> [About this task]
Answer with one number only: how many lines in this material contain the word "Avenida"?

> [Data for review]
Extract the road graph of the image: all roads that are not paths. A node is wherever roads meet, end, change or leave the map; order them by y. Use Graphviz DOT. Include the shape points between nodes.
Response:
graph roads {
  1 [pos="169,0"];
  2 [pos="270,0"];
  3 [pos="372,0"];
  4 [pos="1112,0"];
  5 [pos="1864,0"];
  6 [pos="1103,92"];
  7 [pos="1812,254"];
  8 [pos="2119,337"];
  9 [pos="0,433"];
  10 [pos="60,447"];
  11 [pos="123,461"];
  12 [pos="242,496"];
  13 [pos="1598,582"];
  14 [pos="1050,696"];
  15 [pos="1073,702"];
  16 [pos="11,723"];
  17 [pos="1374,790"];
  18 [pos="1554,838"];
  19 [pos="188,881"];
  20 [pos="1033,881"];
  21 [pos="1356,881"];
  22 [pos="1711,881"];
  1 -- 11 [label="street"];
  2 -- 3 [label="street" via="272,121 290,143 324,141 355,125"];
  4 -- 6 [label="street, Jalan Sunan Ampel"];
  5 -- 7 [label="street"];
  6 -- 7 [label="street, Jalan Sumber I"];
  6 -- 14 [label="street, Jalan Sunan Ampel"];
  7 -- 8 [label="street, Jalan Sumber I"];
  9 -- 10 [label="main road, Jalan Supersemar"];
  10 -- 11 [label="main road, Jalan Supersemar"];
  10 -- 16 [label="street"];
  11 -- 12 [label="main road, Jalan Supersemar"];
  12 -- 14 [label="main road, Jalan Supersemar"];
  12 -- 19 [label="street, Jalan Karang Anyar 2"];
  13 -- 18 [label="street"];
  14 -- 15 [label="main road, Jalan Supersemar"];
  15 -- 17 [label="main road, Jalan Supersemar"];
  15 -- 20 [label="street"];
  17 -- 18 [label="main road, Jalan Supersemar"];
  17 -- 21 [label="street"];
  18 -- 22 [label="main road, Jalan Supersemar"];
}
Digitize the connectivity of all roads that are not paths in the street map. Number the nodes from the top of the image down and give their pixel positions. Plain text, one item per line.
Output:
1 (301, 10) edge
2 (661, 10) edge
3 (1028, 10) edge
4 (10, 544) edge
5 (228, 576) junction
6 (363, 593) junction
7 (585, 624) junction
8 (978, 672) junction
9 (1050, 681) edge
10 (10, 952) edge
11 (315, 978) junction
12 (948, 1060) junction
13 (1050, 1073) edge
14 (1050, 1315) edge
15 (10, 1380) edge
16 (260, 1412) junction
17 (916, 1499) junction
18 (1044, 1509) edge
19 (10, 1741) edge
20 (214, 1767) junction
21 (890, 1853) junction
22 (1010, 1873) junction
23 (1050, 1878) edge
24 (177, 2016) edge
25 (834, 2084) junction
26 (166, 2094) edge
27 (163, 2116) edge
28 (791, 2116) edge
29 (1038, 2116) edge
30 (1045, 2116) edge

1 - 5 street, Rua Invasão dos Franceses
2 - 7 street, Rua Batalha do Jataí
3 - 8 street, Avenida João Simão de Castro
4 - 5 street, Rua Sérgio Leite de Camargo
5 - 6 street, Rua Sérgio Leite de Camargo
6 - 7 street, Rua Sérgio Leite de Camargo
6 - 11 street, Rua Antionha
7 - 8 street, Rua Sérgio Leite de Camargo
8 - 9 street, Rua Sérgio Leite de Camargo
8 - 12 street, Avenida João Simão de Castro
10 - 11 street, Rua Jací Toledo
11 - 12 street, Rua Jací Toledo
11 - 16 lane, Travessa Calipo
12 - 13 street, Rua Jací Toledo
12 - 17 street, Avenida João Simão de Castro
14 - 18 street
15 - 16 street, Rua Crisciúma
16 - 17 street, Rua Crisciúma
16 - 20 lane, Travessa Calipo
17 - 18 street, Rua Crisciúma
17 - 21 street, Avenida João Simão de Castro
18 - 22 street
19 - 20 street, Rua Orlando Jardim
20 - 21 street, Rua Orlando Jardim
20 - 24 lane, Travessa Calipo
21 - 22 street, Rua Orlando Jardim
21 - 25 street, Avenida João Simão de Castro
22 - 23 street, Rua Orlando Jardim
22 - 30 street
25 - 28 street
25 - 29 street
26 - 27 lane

> [Task response]
5